#### Supplied data ####

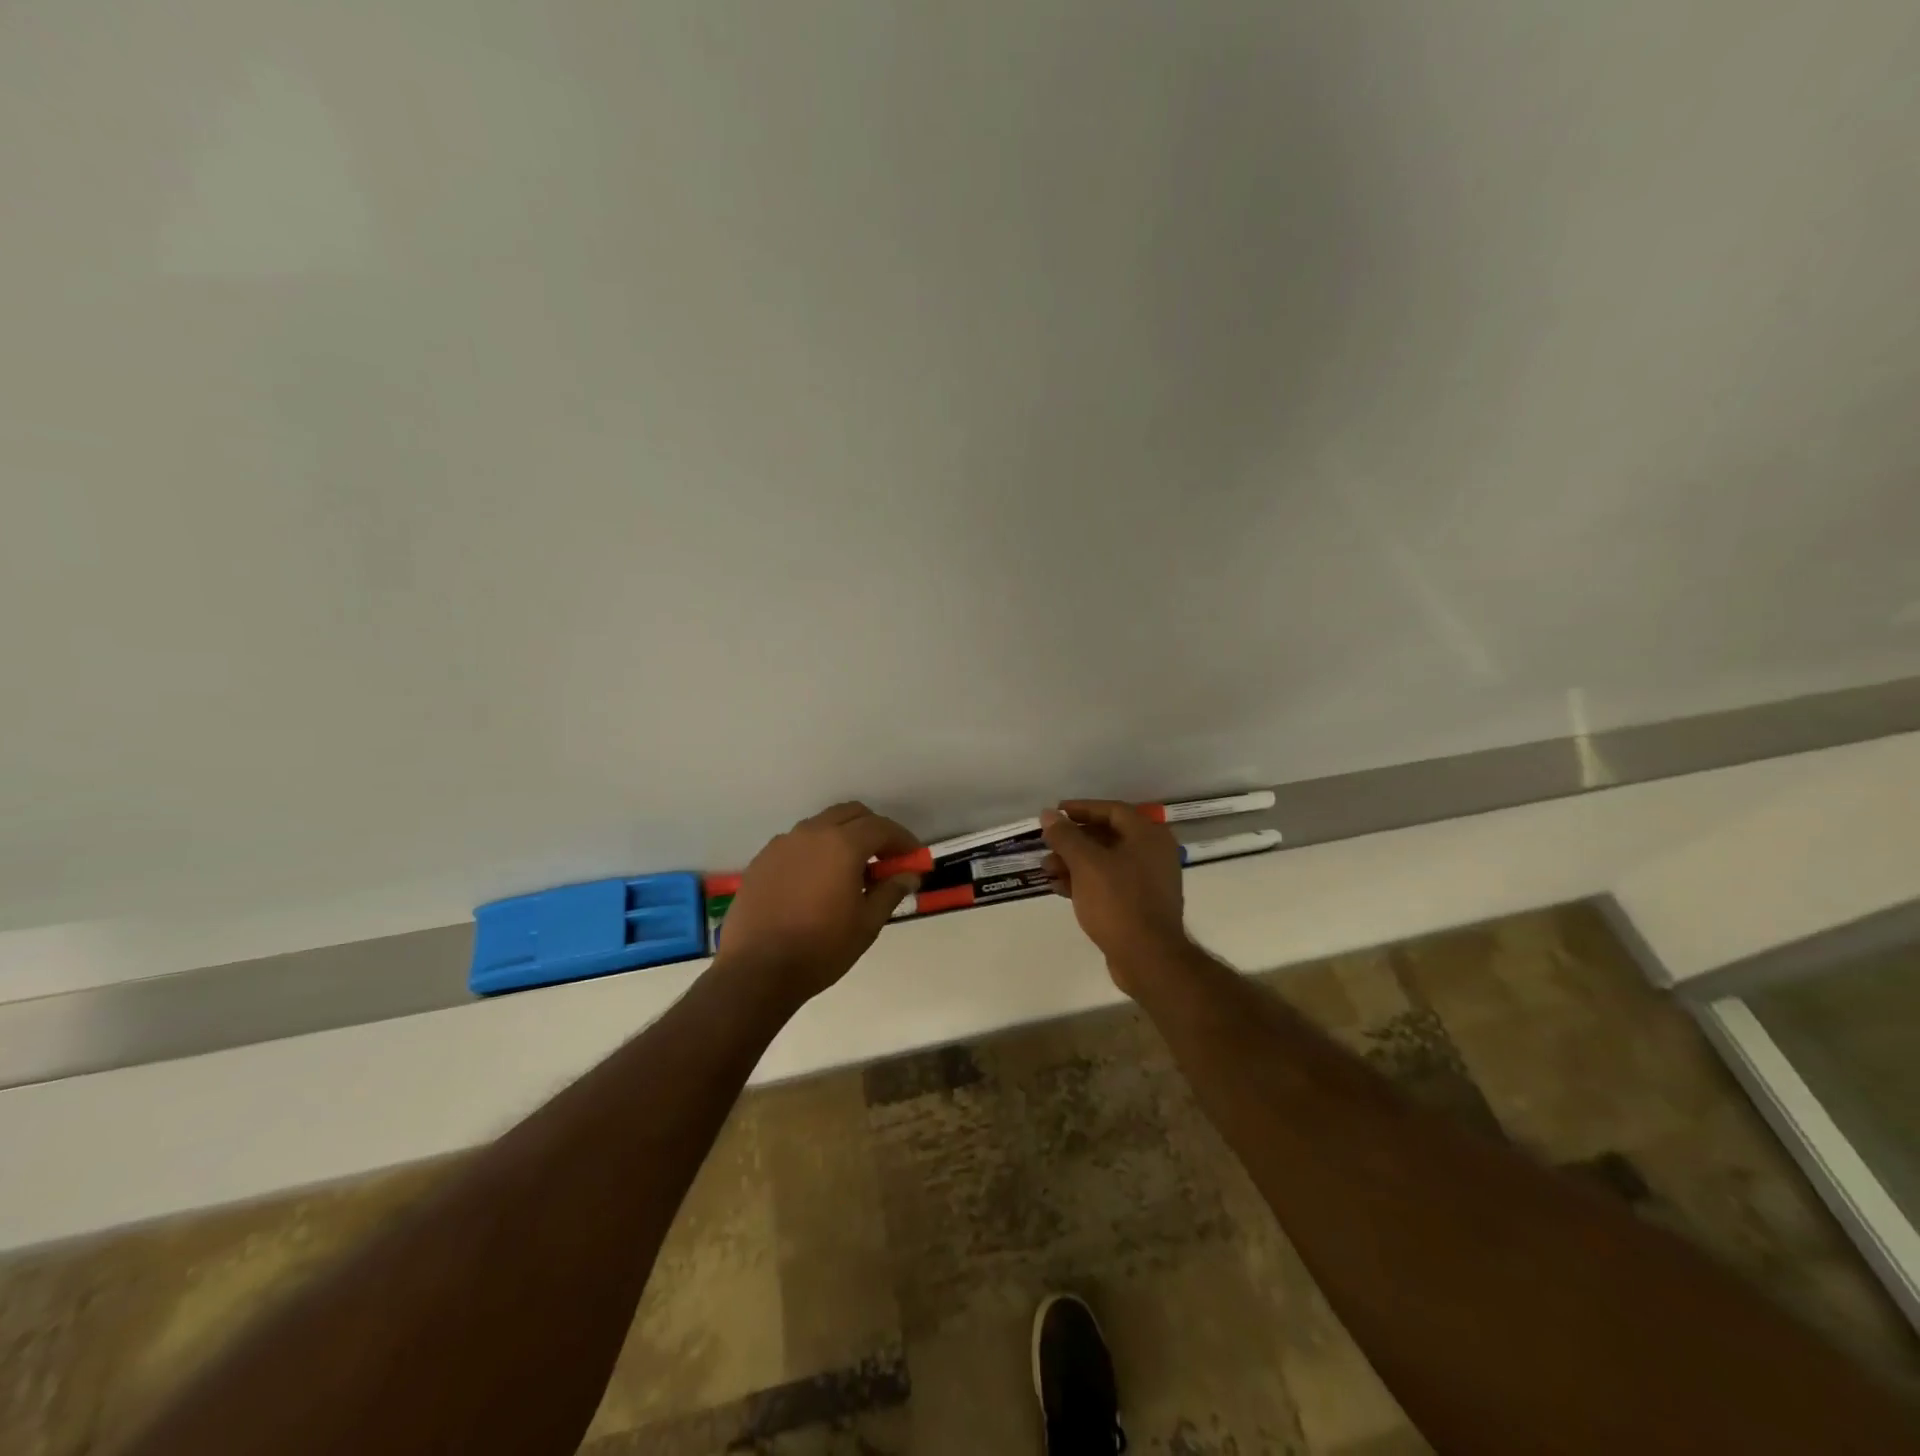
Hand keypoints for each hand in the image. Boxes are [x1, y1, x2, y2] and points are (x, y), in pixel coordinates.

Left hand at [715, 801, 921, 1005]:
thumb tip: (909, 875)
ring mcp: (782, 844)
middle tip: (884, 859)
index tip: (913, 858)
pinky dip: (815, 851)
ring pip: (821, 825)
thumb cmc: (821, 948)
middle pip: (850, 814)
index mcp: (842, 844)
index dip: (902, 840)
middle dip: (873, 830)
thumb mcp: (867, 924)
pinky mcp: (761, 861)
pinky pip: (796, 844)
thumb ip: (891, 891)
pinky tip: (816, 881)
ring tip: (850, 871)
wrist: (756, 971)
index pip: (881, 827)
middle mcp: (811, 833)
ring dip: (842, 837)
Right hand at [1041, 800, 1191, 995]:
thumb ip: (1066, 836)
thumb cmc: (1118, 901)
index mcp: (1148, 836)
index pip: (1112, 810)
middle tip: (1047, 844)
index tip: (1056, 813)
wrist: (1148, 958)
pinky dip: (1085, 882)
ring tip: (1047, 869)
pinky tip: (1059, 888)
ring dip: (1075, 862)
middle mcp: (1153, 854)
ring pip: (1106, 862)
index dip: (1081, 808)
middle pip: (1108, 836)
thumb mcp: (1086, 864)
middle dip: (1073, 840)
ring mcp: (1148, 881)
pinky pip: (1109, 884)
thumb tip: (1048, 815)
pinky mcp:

####

### What this task involves
Write out once more the lines above beginning at the line with "middle mcp: (811, 833)"; continue through the final line and stop there.

### Solution
middle mcp: (811, 833)
ring dip: (842, 837)
Right hand at [1041, 800, 1191, 995]:
thumb ip: (1066, 836)
thumb cmc: (1118, 901)
index mcp: (1148, 836)
index pip: (1112, 810)
middle tip: (1047, 844)
index tip: (1056, 813)
wrist: (1148, 958)
pinky dip: (1085, 882)
ring tip: (1047, 869)
pinky tip: (1059, 888)
ring dip: (1075, 862)
middle mcp: (1153, 854)
ring pip: (1106, 862)
index dip: (1081, 808)
middle pip: (1108, 836)
thumb mcp: (1086, 864)
middle dip: (1073, 840)
ring mcp: (1148, 881)
pinky pip: (1109, 884)
thumb tip: (1048, 815)
pinky mcp:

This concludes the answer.